Still building your new home? No problem. With home insurance, it’s better to start shopping sooner rather than later, even if your new home is still under construction.

Start by shopping around for the best prices on insurance. Consider meeting with an insurance agent to figure out your insurance needs and determine how best to meet them. Get the shopping process started with Insurify, which lets you compare homeowners insurance from multiple insurers in just a few minutes.

Here’s what you need to know about insuring a new house.

How Much Does It Cost to Insure a New Home?

The good news is that the newer the home, the cheaper it is to insure. Rates climb as homes age, so a new build will be much less expensive to cover.

Why is this? It’s because everything on the home is new, and thus covering it involves less of a risk for the insurance company. Newer homes are much less likely to suffer from the problems that older homes tend to have, like poor wiring or roof damage, which the insurer would have to pay out for. Insurance companies are betting that owners of new builds won’t need to file property claims for a while unless there’s a severe weather event involved.

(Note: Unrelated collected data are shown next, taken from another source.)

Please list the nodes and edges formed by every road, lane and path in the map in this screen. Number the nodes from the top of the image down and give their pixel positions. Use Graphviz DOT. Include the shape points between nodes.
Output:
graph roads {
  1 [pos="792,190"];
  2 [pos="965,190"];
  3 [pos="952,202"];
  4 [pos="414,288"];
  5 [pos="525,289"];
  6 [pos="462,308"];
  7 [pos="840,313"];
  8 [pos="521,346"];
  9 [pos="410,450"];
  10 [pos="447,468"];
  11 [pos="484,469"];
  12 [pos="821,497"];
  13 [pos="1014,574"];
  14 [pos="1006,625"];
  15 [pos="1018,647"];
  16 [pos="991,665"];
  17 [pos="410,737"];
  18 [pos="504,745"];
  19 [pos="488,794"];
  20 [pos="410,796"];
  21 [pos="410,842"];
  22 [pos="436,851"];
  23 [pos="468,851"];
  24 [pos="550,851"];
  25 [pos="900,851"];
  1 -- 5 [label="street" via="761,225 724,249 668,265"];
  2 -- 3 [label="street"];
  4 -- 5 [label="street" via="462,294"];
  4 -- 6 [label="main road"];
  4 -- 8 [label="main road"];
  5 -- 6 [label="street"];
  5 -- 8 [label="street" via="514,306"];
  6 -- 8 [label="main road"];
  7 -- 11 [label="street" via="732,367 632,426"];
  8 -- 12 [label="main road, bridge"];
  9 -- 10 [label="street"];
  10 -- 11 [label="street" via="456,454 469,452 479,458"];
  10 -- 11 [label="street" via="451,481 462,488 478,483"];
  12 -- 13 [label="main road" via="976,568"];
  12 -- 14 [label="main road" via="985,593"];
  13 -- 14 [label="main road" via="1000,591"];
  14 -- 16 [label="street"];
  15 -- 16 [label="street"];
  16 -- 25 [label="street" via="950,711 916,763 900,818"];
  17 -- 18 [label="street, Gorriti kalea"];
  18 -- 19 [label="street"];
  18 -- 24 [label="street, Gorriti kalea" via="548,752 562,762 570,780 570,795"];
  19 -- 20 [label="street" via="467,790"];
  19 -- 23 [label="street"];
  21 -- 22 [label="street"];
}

Start looking for insurance during the early stages of home buying or building. Talk to insurance agents before you sign anything. Talk about what you’re about to buy or build, and ask about the coverage that comes with each type of policy. Ask questions like:

  • Is the land I’m building on insurable?

  • What type of coverage do I need, and what is a base quote for it?

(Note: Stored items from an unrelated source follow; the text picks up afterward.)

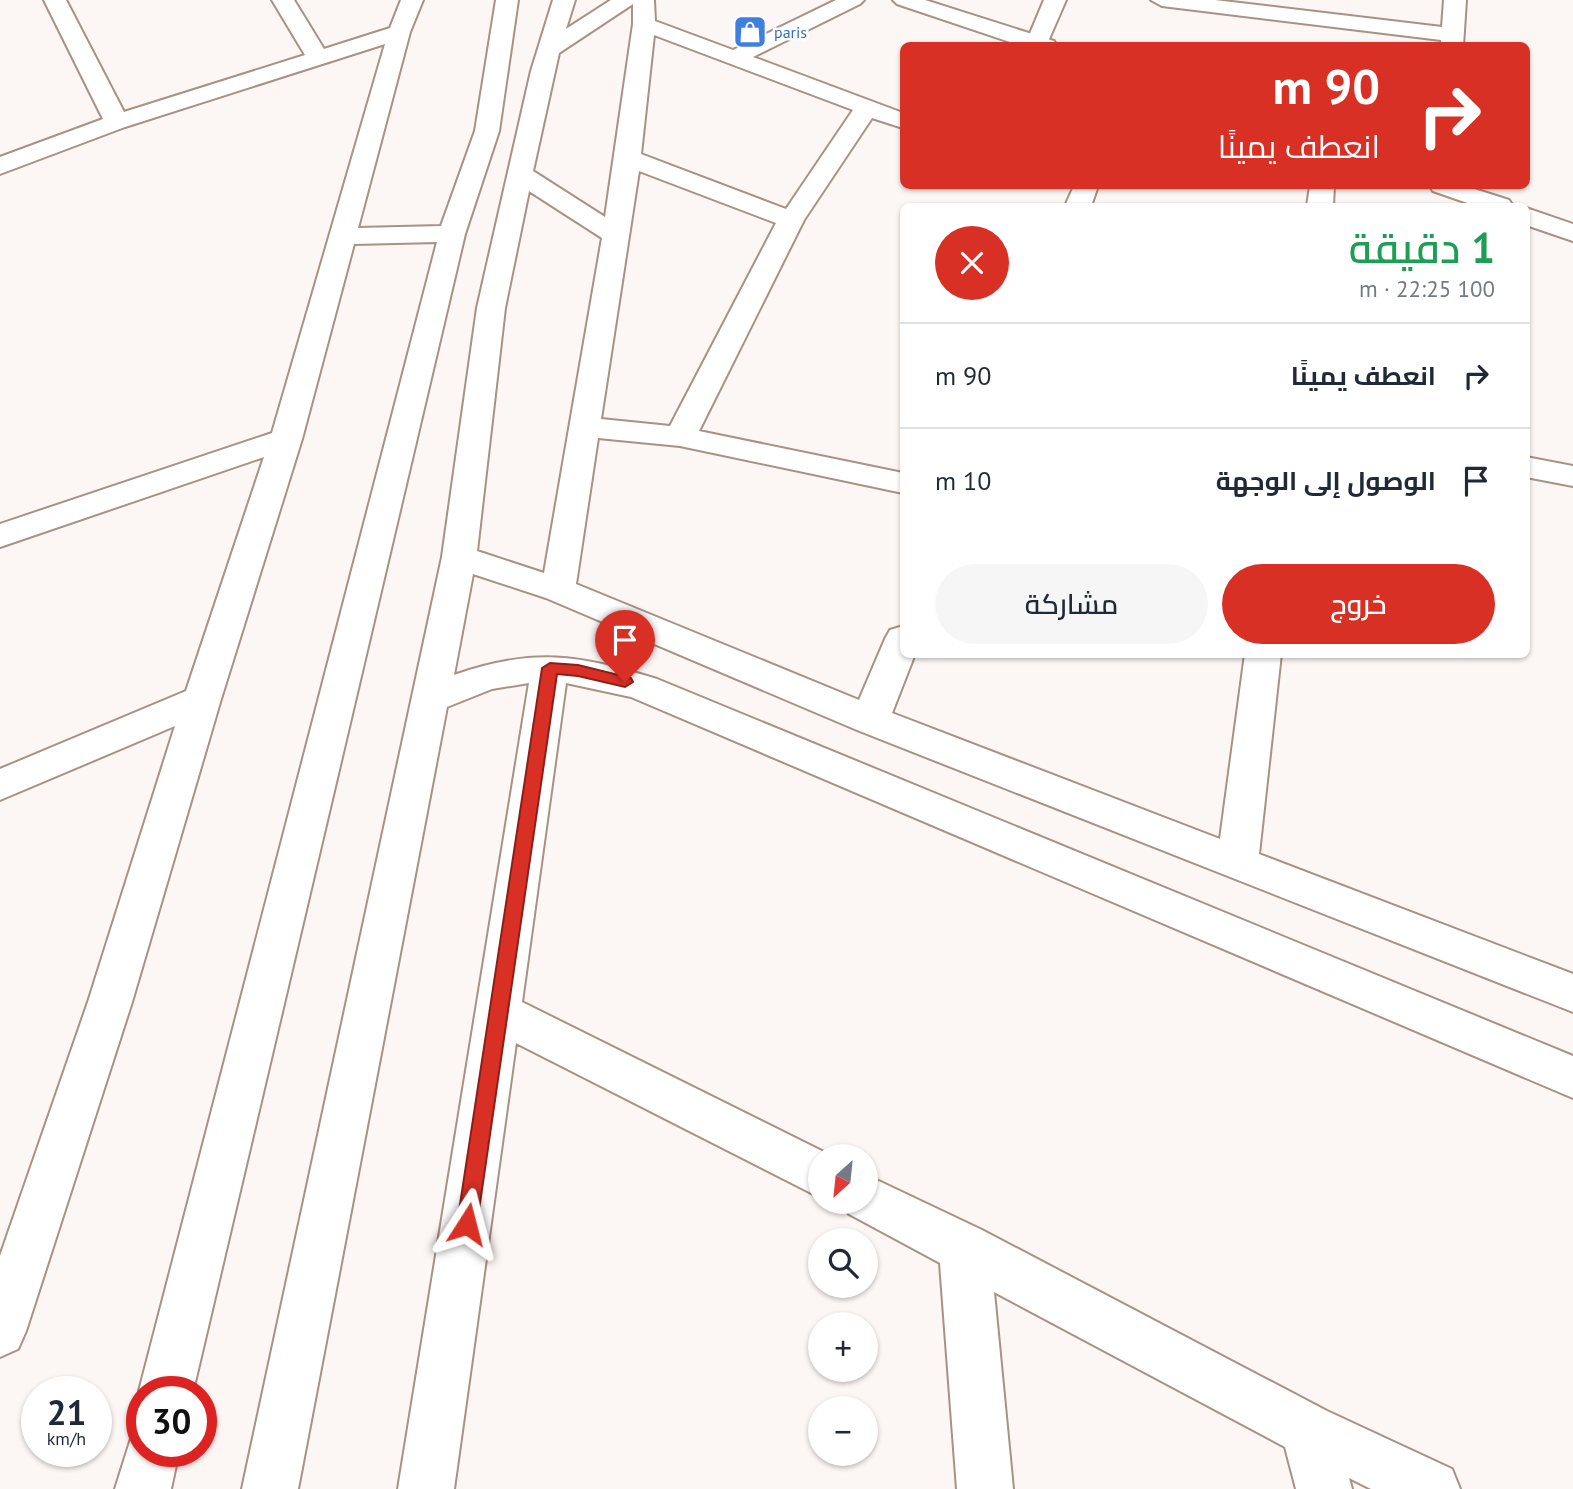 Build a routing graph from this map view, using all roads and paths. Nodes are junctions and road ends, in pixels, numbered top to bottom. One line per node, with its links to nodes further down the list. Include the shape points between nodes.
1 (55, 0): 22 (street)
2 (283, 0): 18 (street)
3 (412, 0): 13 (street)
4 (507, 0): 31 (street, via 488,131)
5 (564, 0): 17 (street)
6 (625, 0): 17 (street)
7 (853, 0): 19 (street)
8 (904, 0): 15 (street)
9 (1055, 0): 16 (street)
10 (1162, 0): 14 (street)
11 (1455, 0): 14 (street)
12 (643, 12): 19 (street); 23 (street)
13 (399, 32): 18 (street); 33 (street)
14 (1452, 40)
15 (1035, 42)
16 (1042, 42)
17 (550, 49): 25 (street)
18 (318, 57): 22 (street)
19 (733, 58): 20 (street)
20 (866, 109): 21 (street); 29 (street)
21 (900, 120)
22 (117, 122): 24 (street)
23 (628, 158): 29 (street); 32 (street)
24 (0, 166)
25 (520, 174): 32 (street); 41 (street, via 491,308)
26 (1451, 189): 27 (street)
27 (1491, 203)
28 (1530, 217): 30 (street)
29 (791, 220): 35 (street)
30 (1573, 233)
31 (452, 234): 33 (street); 60 (street)
32 (614, 234): 34 (street)
33 (340, 236): 36 (street)
34 (585, 426): 35 (street); 42 (street)
35 (680, 437): 39 (street)
36 (286, 439): 40 (street); 46 (street)
37 (1530, 468): 38 (street)
38 (1573, 476)
39 (900, 483)
40 (0, 536)
41 (459, 557): 42 (street); 47 (street)
42 (558, 590): 48 (street)
43 (900, 646): 48 (street)
44 (1263, 658): 52 (street)
45 (550, 668): 47 (street, via 496,673); 51 (street, via 606,676 656,692); 54 (street)
46 (202, 699): 49 (street); 59 (street, via 110,1002)
47 (431, 699): 64 (street)
48 (870, 720): 50 (street)
49 (0, 785)
50 (1051, 790): 51 (street); 52 (street)
51 (1027, 846): 55 (street)
52 (1237, 863): 53 (street)
53 (1573, 993)
54 (500, 1013): 56 (street); 65 (street)
55 (1573, 1077)
56 (808, 1168)
57 (878, 1204): 58 (street)
58 (964, 1247): 61 (street); 66 (street)
59 (0, 1332)
60 (170, 1376)
61 (1308, 1430): 67 (street); 68 (street)
62 (148, 1467): 63 (street)
63 (143, 1489)
64 (270, 1489)
65 (426, 1489)
66 (985, 1489)
67 (1324, 1489)
68 (1432, 1489)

  • How will the location of my property affect the cost of my insurance policy?

What Belongs in New Home Insurance?

Your new policy should include several basic types of coverage.

Dwelling coverage: This covers your home and any structures attached to it, like a garage. It includes “covered perils”—a list of disasters that are specifically covered by your policy, like fire, smoke damage, windstorms, hail, and vandalism. It also covers issues related to wiring, plumbing, and your HVAC system.

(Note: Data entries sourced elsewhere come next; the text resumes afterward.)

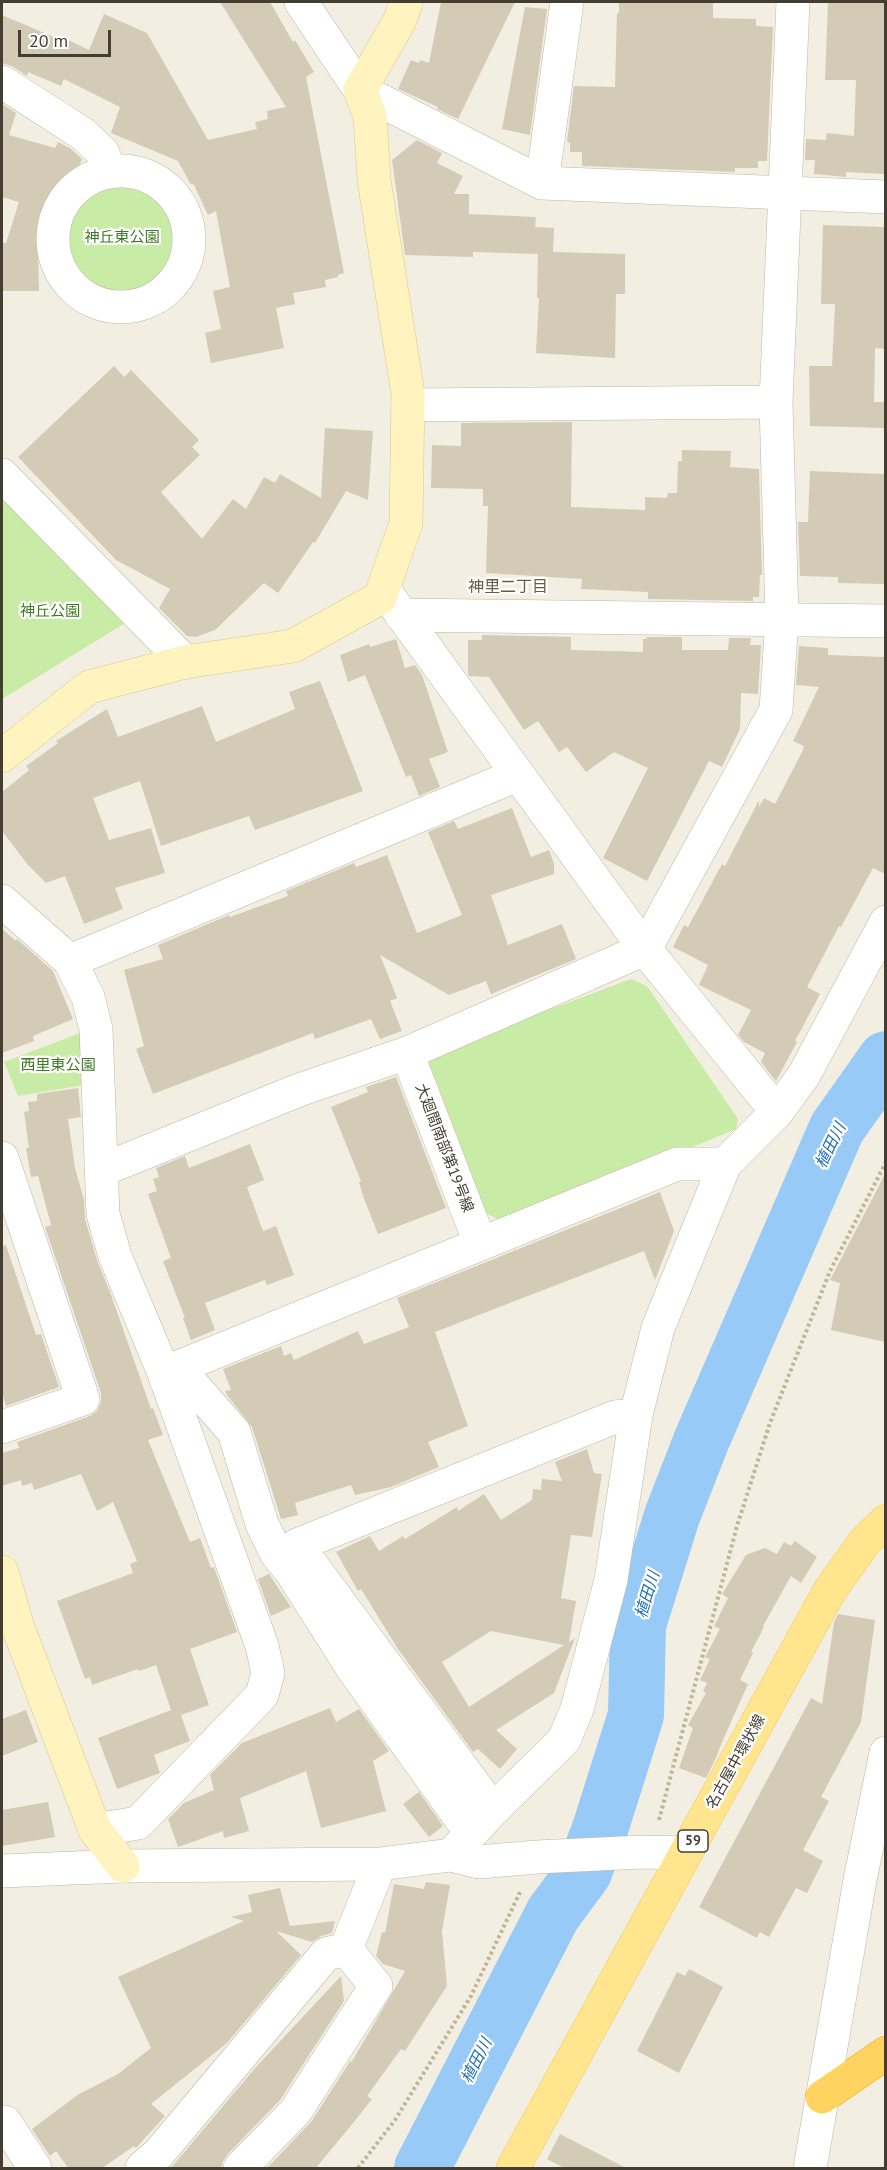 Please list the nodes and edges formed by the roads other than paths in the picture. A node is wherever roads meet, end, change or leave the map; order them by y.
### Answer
1 (301, 2) edge
2 (406, 2) edge
3 (567, 2) edge
4 (793, 2) edge
5 (2, 81) edge
6 (360, 90) junction
7 (108, 171) junction
8 (542, 183) junction
9 (786, 193) junction
10 (885, 197) edge
11 (776, 402) junction
12 (408, 405) junction
13 (2, 475) edge
14 (392, 602) junction
15 (782, 618) junction
16 (885, 621) edge
17 (185, 662) junction
18 (2, 756) edge
19 (518, 775) junction
20 (2, 901) edge
21 (885, 922) edge
22 (645, 949) junction
23 (70, 961) junction
24 (407, 1053) junction
25 (777, 1112) junction
26 (2, 1158) edge
27 (725, 1164) junction
28 (102, 1170) junction
29 (480, 1243) junction
30 (165, 1377) junction
31 (636, 1415) junction
32 (2, 1426) edge
33 (879, 1536) edge
34 (2, 1572) edge
35 (9, 1623) edge
36 (885, 1753) edge
37 (493, 1810) junction
38 (461, 1818) dead end
39 (94, 1830) junction
40 (686, 1853) junction
41 (465, 1859) junction
42 (380, 1863) junction
43 (123, 1866) junction
44 (2, 1870) edge
45 (346, 1949) junction
46 (885, 2053) edge
47 (822, 2097) junction
48 (2, 2123) edge
49 (35, 2169) edge
50 (142, 2169) edge
51 (240, 2169) edge
52 (513, 2169) edge
53 (810, 2169) edge

1 - 6 street
2 - 6 street
3 - 8 street
4 - 9 street
5 - 7 street
6 - 8 street
6 - 12 street
7 - 7 street
8 - 9 street
9 - 10 street
9 - 11 street
11 - 12 street
11 - 15 street
12 - 14 street
13 - 17 street
14 - 15 street
14 - 17 street
14 - 19 street
15 - 16 street
15 - 22 street
17 - 18 street
19 - 22 street
19 - 23 street
20 - 23 street
21 - 25 street
22 - 24 street
22 - 25 street
23 - 28 street
24 - 28 street
24 - 29 street, 大廻間南部第19号線
25 - 27 street
26 - 32 street
27 - 29 street
27 - 31 street
28 - 30 street
29 - 30 street
30 - 38 street
30 - 39 street
31 - 37 street
31 - 37 street
33 - 40 main road, 名古屋中環状線 / 59
34 - 35 street
35 - 39 street
36 - 47 street
37 - 41 street
39 - 43 street
40 - 41 street
40 - 52 main road, 名古屋中環状線 / 59
41 - 42 street
42 - 43 street
42 - 45 street
43 - 44 street
45 - 50 street
45 - 51 street
46 - 47 highway
47 - 53 street
48 - 49 street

Other property: This covers structures that aren’t attached to your home, like sheds, fences, and detached garages.

Personal property or contents coverage: This part covers property inside the home—everything from your furniture and appliances to clothing and personal electronics. You have a choice to make with this part of your insurance—you can choose replacement cost coverage (which pays to fully replace things that are damaged or stolen) or actual cash value (which reimburses you for whatever the items were worth when they were damaged or stolen).

Home liability: Liability coverage protects you in case visitors are injured on your property. In some cases, it can also protect you against incidents that happen away from your house.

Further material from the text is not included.